___ Data ___

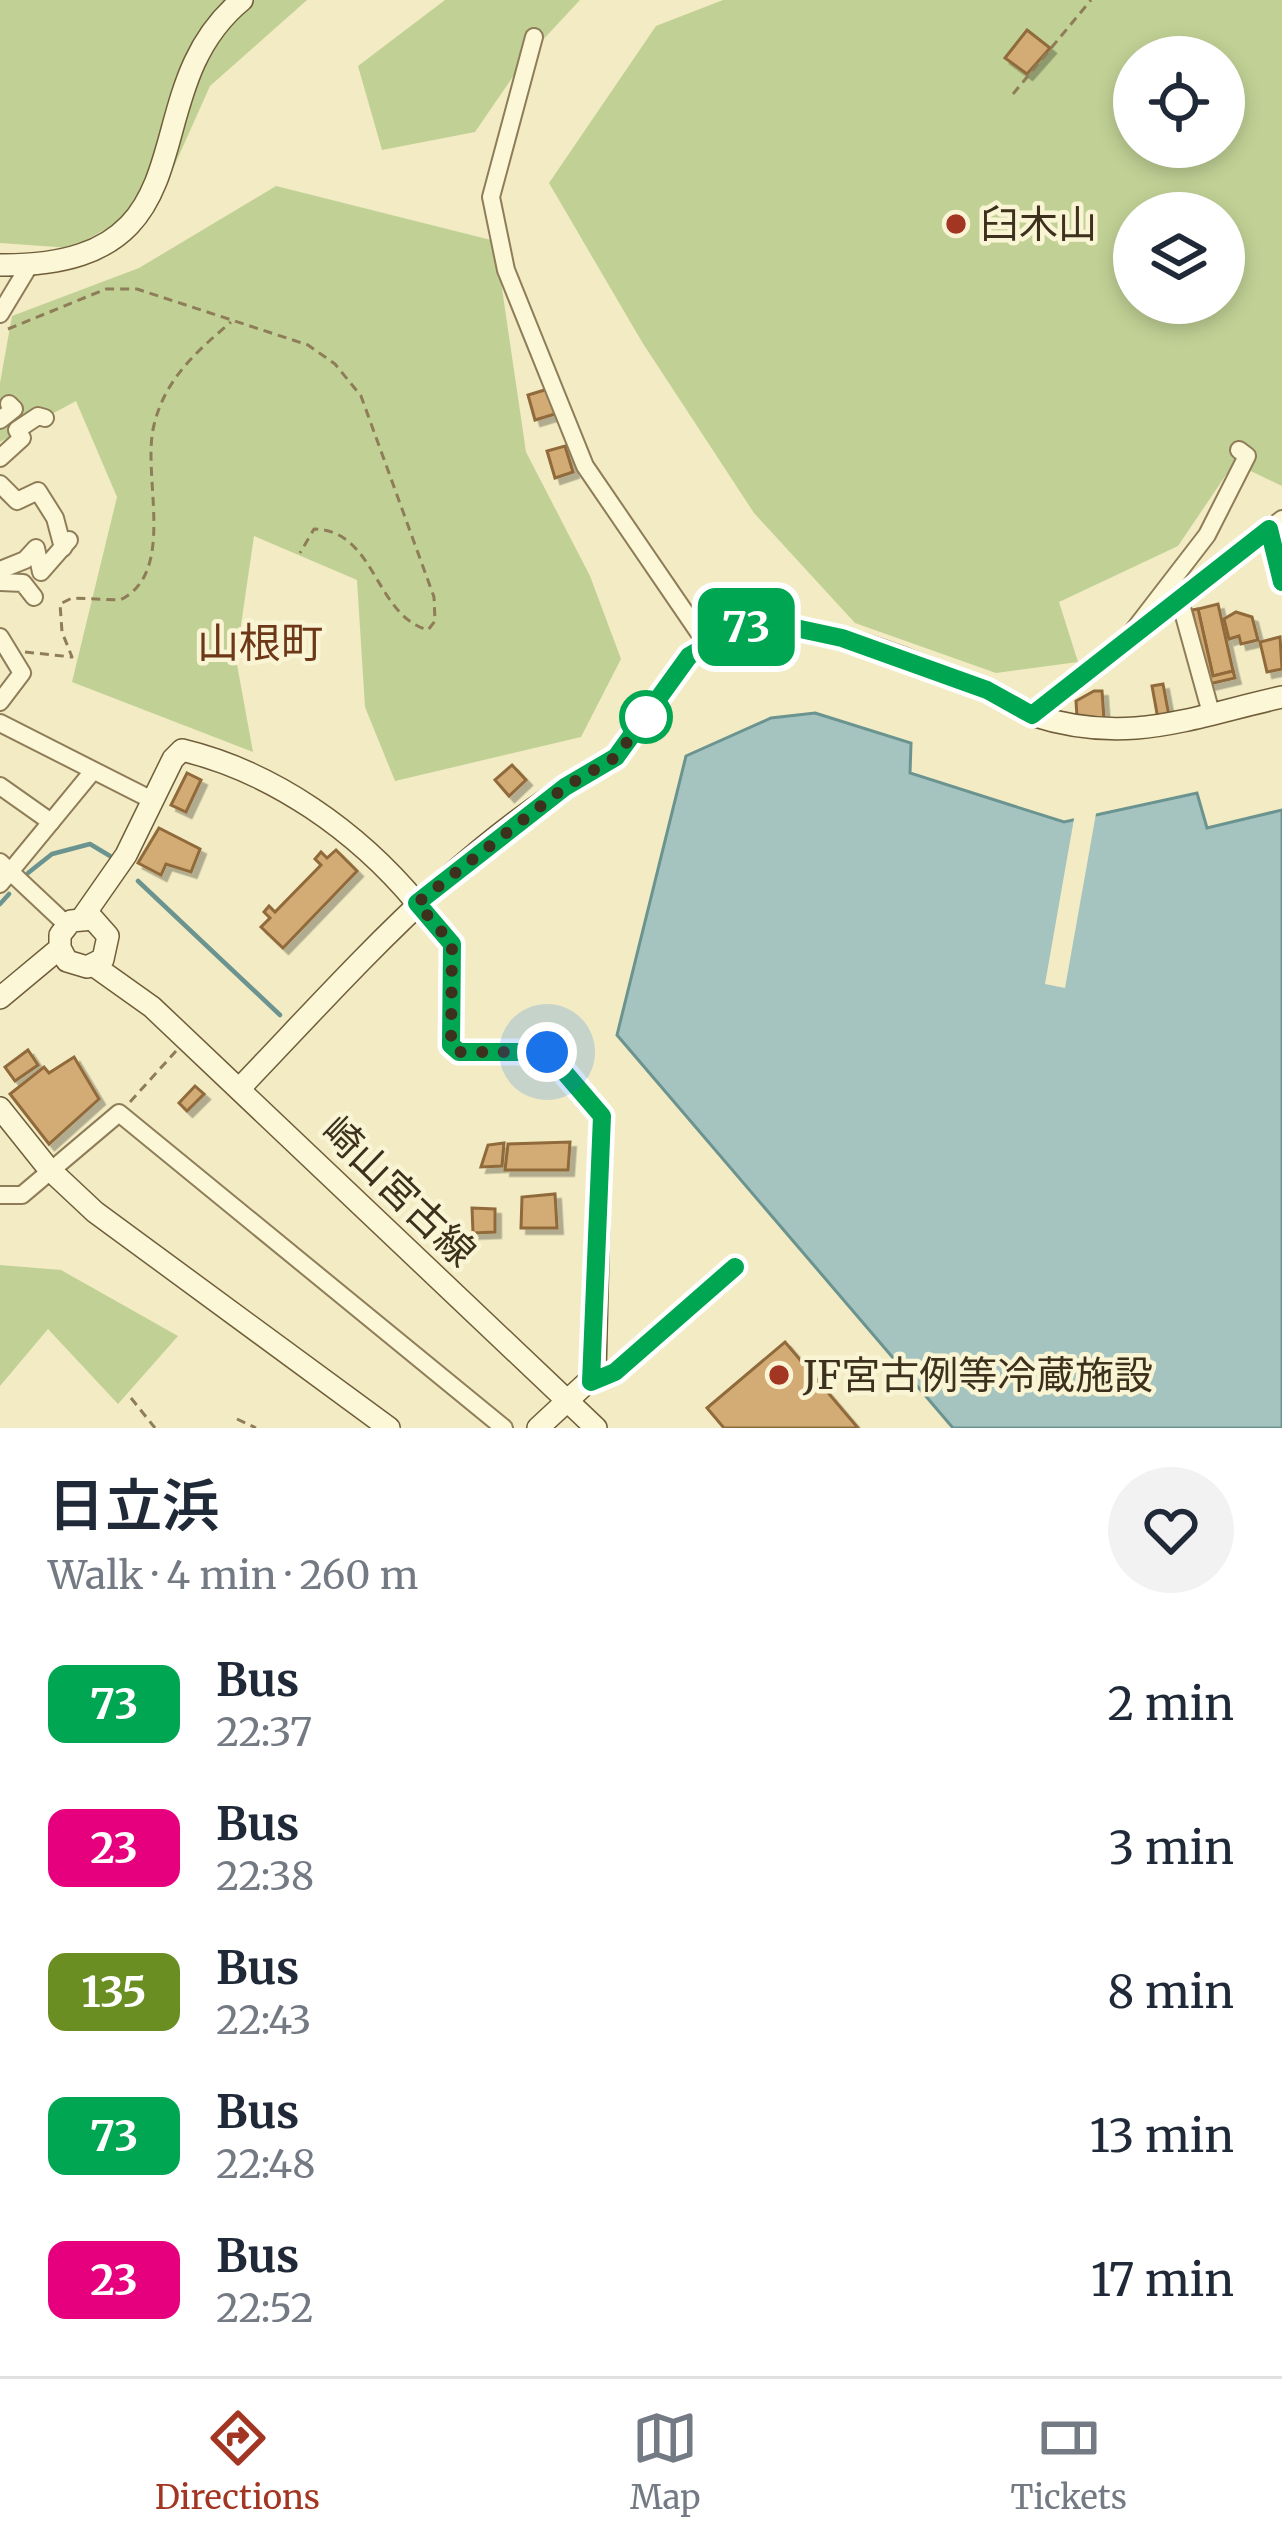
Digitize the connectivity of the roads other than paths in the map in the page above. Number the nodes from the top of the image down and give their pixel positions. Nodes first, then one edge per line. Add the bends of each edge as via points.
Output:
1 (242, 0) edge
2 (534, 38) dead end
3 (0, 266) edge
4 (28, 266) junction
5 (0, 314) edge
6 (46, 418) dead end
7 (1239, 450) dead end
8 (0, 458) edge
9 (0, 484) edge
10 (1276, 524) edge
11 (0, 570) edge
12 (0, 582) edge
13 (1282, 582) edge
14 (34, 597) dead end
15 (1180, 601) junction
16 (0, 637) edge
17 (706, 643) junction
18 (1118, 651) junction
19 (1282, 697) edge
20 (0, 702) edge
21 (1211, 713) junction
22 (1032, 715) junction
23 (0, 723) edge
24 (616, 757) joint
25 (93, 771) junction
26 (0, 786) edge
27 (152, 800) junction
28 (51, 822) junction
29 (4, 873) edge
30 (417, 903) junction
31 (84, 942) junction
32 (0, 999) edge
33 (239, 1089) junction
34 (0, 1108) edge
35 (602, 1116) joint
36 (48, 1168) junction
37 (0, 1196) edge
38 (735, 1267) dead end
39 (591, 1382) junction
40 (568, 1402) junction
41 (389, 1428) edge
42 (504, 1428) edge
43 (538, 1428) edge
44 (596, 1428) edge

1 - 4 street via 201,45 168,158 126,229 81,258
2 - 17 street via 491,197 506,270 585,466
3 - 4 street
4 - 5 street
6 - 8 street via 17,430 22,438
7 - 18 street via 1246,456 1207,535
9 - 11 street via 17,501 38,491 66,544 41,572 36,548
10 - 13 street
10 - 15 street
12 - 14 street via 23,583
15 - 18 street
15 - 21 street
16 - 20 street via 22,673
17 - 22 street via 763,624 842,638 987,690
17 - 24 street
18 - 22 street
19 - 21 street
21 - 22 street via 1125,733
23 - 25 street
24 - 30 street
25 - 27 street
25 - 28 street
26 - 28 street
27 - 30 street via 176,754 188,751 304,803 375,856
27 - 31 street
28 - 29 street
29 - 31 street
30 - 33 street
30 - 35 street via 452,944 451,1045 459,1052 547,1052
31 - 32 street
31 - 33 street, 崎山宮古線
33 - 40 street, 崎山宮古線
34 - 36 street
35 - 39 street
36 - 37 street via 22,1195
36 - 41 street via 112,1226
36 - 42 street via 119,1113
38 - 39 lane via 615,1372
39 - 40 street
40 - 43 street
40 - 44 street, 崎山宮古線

___
___ Data ___

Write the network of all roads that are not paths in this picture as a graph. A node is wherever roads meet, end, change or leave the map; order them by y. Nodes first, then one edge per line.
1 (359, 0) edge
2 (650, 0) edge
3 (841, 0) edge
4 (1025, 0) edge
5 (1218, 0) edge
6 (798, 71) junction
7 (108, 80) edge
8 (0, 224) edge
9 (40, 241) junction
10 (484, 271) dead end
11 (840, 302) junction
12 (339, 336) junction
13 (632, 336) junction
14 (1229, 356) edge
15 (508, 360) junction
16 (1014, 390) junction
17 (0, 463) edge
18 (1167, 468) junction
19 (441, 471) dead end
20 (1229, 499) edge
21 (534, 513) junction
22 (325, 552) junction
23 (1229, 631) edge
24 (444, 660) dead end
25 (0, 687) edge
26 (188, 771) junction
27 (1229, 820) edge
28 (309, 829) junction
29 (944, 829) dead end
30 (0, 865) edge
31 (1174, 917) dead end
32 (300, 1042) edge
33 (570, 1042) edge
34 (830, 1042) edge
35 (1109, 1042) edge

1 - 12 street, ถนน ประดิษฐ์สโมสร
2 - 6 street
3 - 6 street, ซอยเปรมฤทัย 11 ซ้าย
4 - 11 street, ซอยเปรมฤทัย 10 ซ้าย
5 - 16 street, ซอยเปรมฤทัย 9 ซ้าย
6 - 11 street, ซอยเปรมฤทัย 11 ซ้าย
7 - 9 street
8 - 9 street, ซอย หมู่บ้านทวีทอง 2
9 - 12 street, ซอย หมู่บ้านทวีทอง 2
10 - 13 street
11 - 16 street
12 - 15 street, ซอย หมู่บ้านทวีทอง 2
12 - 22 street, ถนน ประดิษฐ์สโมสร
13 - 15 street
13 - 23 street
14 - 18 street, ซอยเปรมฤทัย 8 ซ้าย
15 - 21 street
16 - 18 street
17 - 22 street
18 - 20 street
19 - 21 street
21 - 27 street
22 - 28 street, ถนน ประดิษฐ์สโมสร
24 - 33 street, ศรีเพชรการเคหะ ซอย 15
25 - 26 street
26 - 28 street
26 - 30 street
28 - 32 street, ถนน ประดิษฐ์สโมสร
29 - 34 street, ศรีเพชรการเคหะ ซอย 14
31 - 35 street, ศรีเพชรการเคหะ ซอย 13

___
___ Data ___

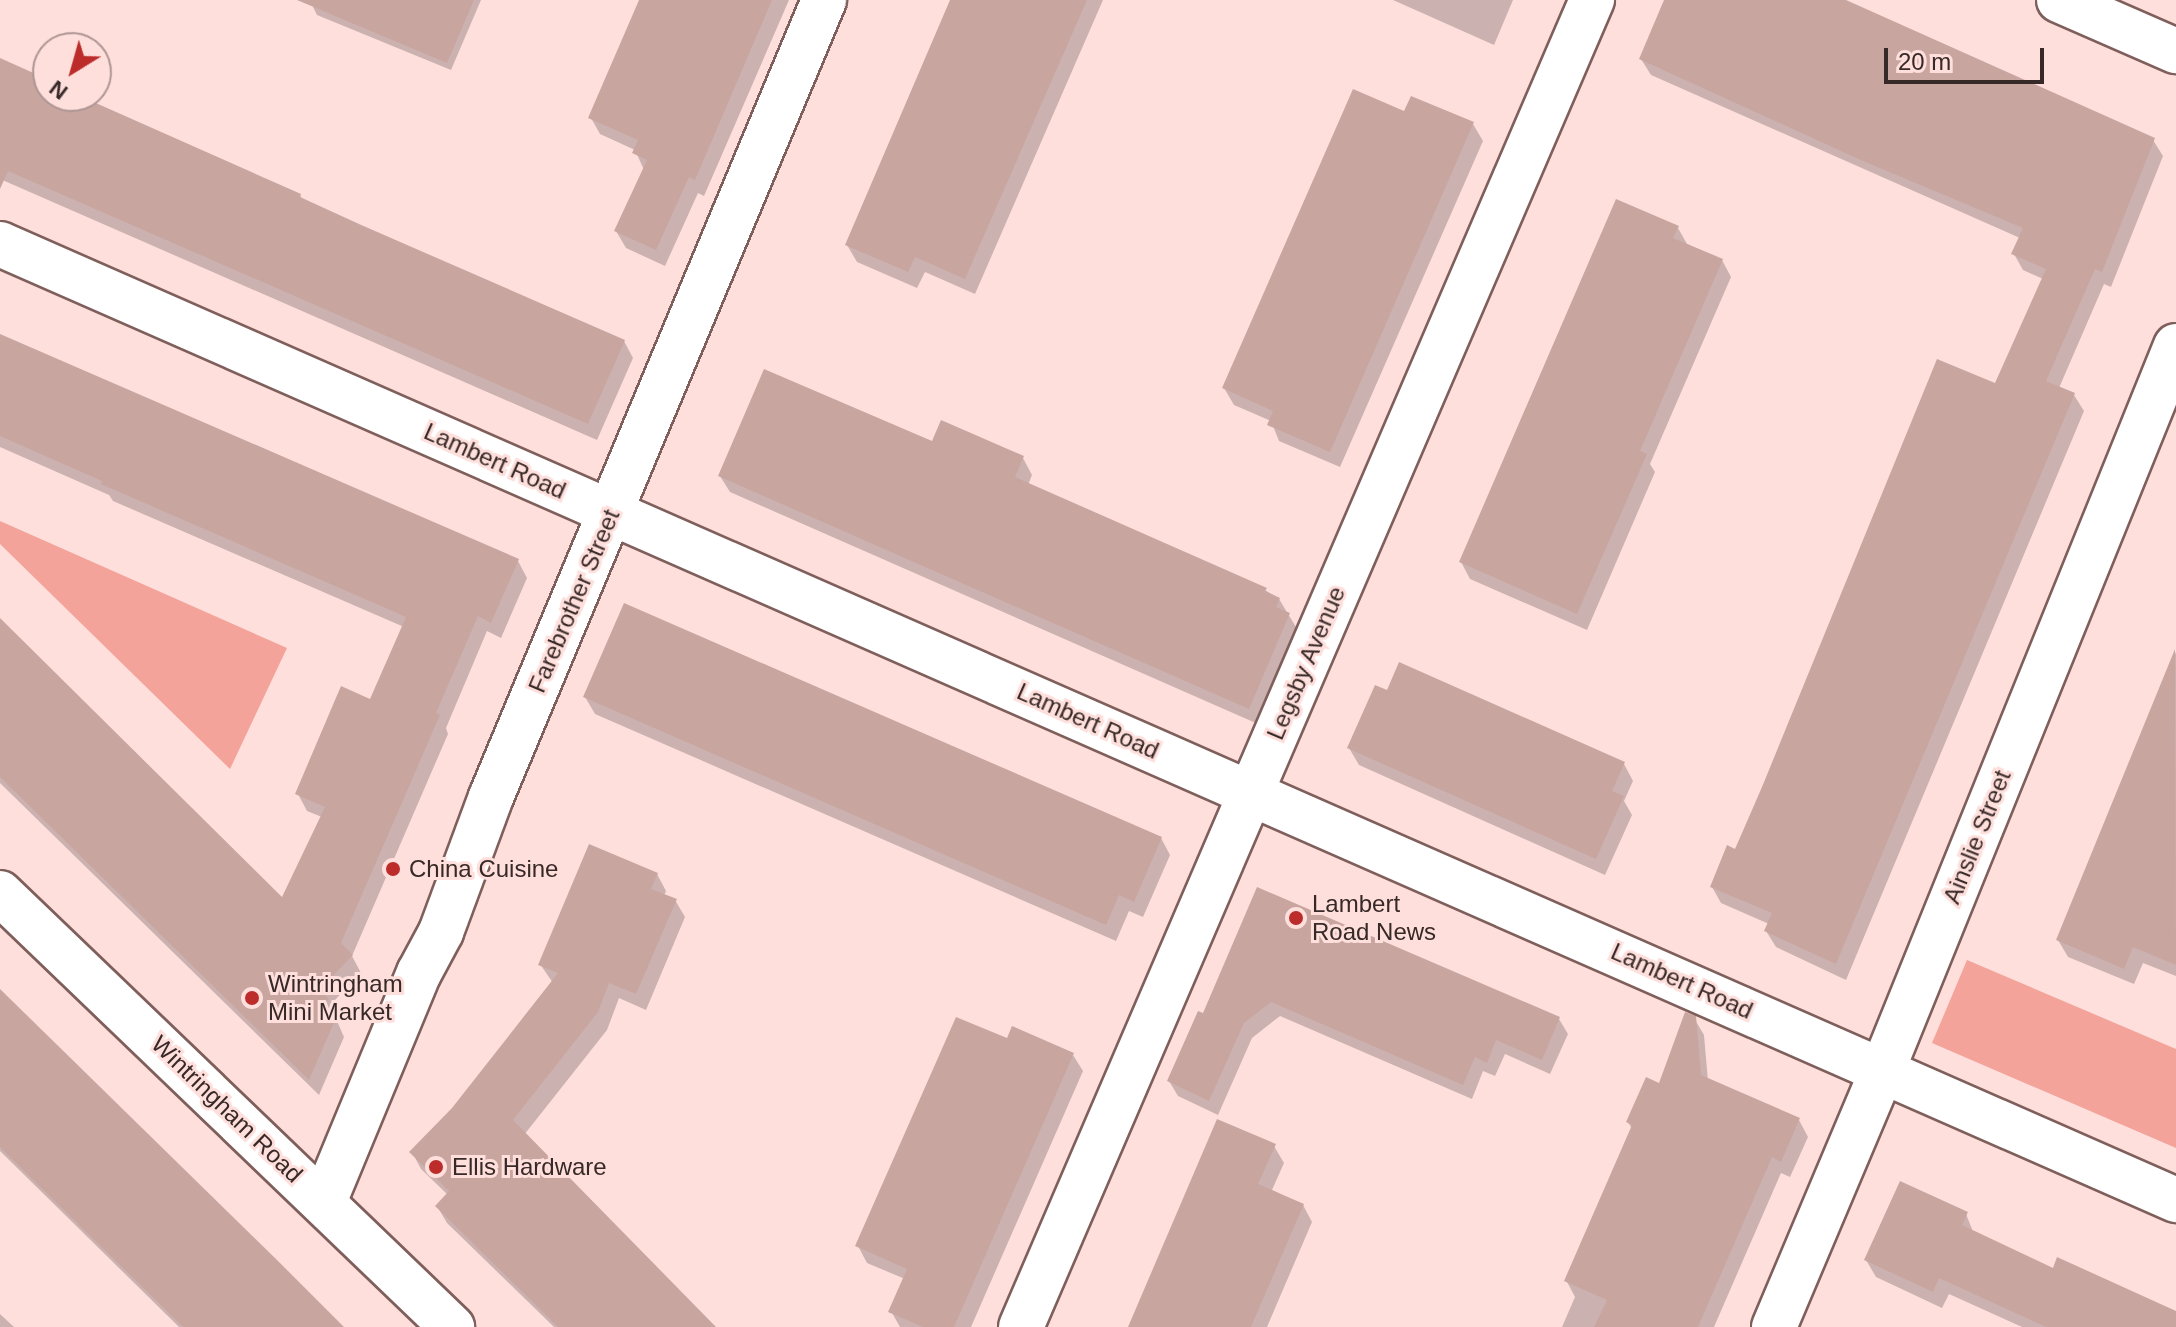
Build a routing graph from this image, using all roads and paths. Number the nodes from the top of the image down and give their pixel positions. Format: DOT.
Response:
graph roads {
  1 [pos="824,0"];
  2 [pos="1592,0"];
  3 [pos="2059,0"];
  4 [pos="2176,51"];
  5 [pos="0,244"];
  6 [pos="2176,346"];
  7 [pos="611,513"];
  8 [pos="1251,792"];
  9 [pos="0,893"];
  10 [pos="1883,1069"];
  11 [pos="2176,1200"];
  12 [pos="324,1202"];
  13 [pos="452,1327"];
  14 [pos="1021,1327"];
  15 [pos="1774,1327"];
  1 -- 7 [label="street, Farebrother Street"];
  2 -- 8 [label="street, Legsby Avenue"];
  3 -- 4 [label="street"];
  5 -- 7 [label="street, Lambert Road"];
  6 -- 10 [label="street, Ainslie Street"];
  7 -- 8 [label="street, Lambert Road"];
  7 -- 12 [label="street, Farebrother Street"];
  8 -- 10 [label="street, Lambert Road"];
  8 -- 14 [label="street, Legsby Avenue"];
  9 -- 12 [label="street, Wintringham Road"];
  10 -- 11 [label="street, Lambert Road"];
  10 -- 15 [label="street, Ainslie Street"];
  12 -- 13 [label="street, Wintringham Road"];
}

___

*What you should do*: Report every line above that has the string "from" in it.

*Finished exercise*:
Digitize the connectivity of the roads other than paths in the map in the page above. Number the nodes from the top of the image down and give their pixel positions. Nodes first, then one edge per line. Add the bends of each edge as via points.
Build a routing graph from this image, using all roads and paths. Number the nodes from the top of the image down and give their pixel positions. Format: DOT.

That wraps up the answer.